* Exercise goal: Work through the records that follow and return each line containing the word "Samagi".

* Data for processing:

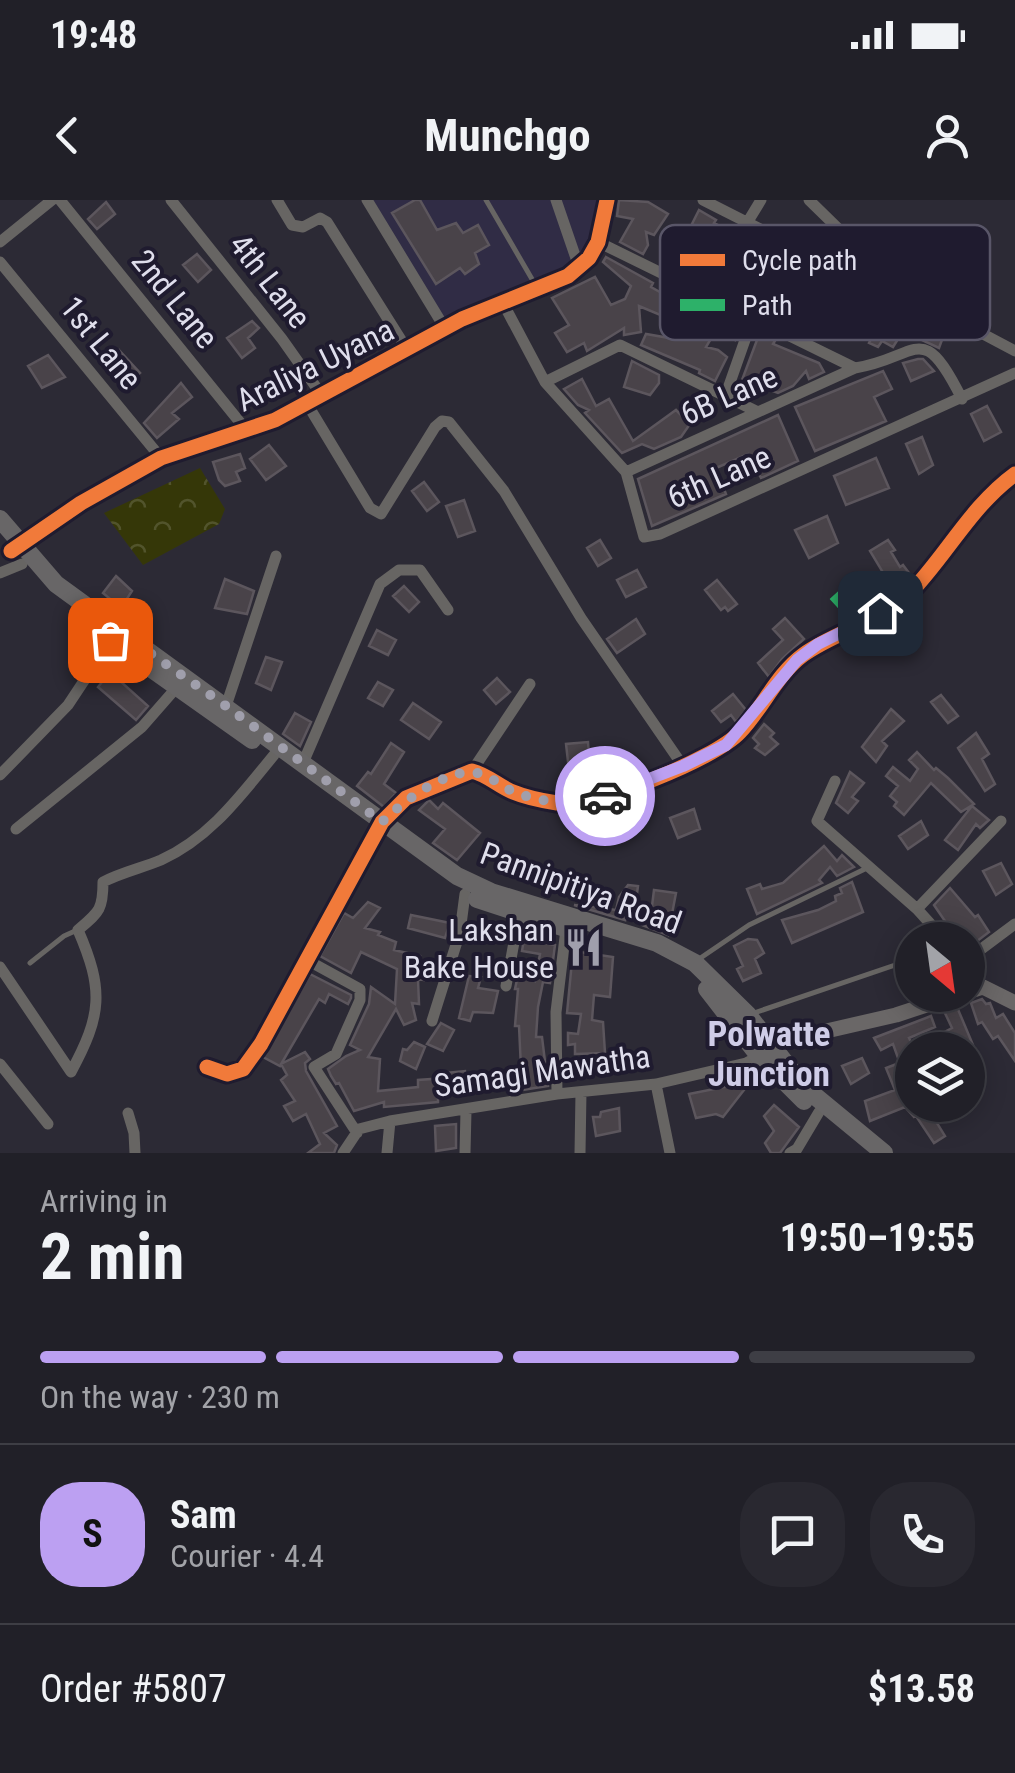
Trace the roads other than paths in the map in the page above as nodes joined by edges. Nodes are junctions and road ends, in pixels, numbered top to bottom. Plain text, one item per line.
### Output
1 (52, 200) edge
2 (60, 200) edge
3 (171, 200) edge
4 (277, 200) edge
5 (367, 200) edge
6 (486, 200) edge
7 (556, 200) edge
8 (607, 200) edge
9 (703, 200) edge
10 (761, 200) edge
11 (809, 200) edge
12 (746, 223) junction
13 (750, 225) edge
14 (835, 225) edge
15 (0, 242) edge
16 (598, 242) junction
17 (0, 262) edge
18 (579, 267) junction
19 (660, 273) edge
20 (537, 288) junction
21 (503, 302) junction
22 (446, 330) junction
23 (990, 338) edge
24 (745, 340) edge
25 (795, 340) edge
26 (1015, 351) edge
27 (408, 352) junction
28 (855, 368) junction
29 (1015, 374) edge
30 (546, 382) junction
31 (726, 394) junction
32 (323, 397) junction
33 (962, 399) junction
34 (306, 402) junction
35 (758, 412) junction
36 (248, 431) junction
37 (161, 458) junction
38 (626, 472) junction
39 (1015, 474) edge
40 (0, 520) edge
41 (13, 549) edge
42 (276, 556) dead end
43 (0, 572) edge
44 (448, 610) dead end
45 (114, 635) junction
46 (530, 684) dead end
47 (177, 687) junction
48 (226, 706) junction
49 (274, 755) junction
50 (303, 764) junction
51 (683, 766) junction
52 (472, 772) junction
53 (0, 774) edge
54 (834, 781) dead end
55 (1001, 821) dead end
56 (379, 827) junction
57 (16, 829) dead end
58 (867, 868) junction
59 (465, 894) junction
60 (917, 909) junction
61 (519, 915) junction
62 (929, 922) edge
63 (1015, 924) edge
64 (566, 929) junction
65 (78, 930) junction
66 (985, 946) edge
67 (307, 960) junction
68 (695, 962) junction
69 (30, 963) dead end
70 (895, 965) edge
71 (0, 967) edge
72 (506, 986) dead end
73 (985, 993) edge
74 (1015, 1004) edge
75 (902, 1012) edge
76 (748, 1016) junction
77 (432, 1020) dead end
78 (765, 1052) junction
79 (0, 1064) edge
80 (206, 1067) dead end
81 (656, 1084) junction
82 (581, 1092) junction
83 (557, 1094) junction
84 (466, 1111) junction
85 (819, 1112) junction
86 (128, 1113) dead end
87 (390, 1121) junction
88 (48, 1124) dead end
89 (356, 1133) junction
90 (135, 1153) edge
91 (343, 1153) edge
92 (387, 1153) edge
93 (465, 1153) edge
94 (580, 1153) edge
95 (670, 1153) edge
96 (790, 1153) edge
97 (868, 1153) edge
98 (884, 1153) edge

1 - 15 street
2 - 36 street, 2nd Lane
3 - 32 street, 4th Lane
4 - 27 street
5 - 22 street
6 - 20 lane
7 - 18 street
8 - 16 street, Araliya Uyana
9 - 12 street
10 - 12 street
11 - 14 street
12 - 13 street
16 - 18 street, Araliya Uyana
16 - 19 street
17 - 37 street, 1st Lane
18 - 20 street, Araliya Uyana
20 - 21 street, Araliya Uyana
21 - 22 street, Araliya Uyana
21 - 30 street, 6th Lane
22 - 27 street, Araliya Uyana
23 - 26 street
24 - 31 street
25 - 28 street
27 - 32 street, Araliya Uyana
28 - 33 street, 6B Lane
28 - 35 street, 6B Lane
29 - 33 street, 6th Lane
30 - 31 street
30 - 38 street, 6th Lane
31 - 35 street
32 - 34 street, Araliya Uyana
33 - 38 street, 6th Lane
34 - 36 street, Araliya Uyana
34 - 51 street
35 - 38 street, 6B Lane
36 - 37 street, Araliya Uyana
37 - 41 street, Araliya Uyana
39 - 51 street
40 - 41 main road, Pannipitiya Road
41 - 43 street
41 - 45 main road, Pannipitiya Road
42 - 48 street
44 - 50 street
45 - 47 main road, Pannipitiya Road
45 - 48 main road, Pannipitiya Road
45 - 53 street
46 - 52 street
47 - 49 main road, Pannipitiya Road
47 - 57 street
48 - 50 main road, Pannipitiya Road
49 - 56 main road, Pannipitiya Road
49 - 65 street
50 - 56 main road, Pannipitiya Road
51 - 52 street
52 - 56 street
54 - 58 street
55 - 60 street
56 - 59 main road, Pannipitiya Road
56 - 67 street
56 - 68 main road, Pannipitiya Road
58 - 60 street
58 - 68 lane
59 - 61 main road, Pannipitiya Road
59 - 77 street
60 - 62 street
61 - 64 main road, Pannipitiya Road
61 - 72 street
63 - 66 street
64 - 78 main road, Pannipitiya Road
64 - 83 street
65 - 69 lane
65 - 71 street
67 - 80 street
67 - 89 street
68 - 76 main road, Pannipitiya Road
70 - 76 lane
73 - 74 street
75 - 78 street
76 - 78 main road, Pannipitiya Road
78 - 81 street, Samagi Mawatha
78 - 85 main road, Pannipitiya Road
78 - 98 main road, Pannipitiya Road
79 - 88 street
81 - 82 street, Samagi Mawatha
81 - 95 street
82 - 83 street, Samagi Mawatha
82 - 94 street
83 - 84 street, Samagi Mawatha
84 - 87 street, Samagi Mawatha
84 - 93 street
85 - 96 street
85 - 97 main road, Pannipitiya Road
86 - 90 street
87 - 89 street, Samagi Mawatha
87 - 92 street
89 - 91 street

* Result of this exercise:
78 - 81 street, Samagi Mawatha
81 - 82 street, Samagi Mawatha
82 - 83 street, Samagi Mawatha
83 - 84 street, Samagi Mawatha
84 - 87 street, Samagi Mawatha
87 - 89 street, Samagi Mawatha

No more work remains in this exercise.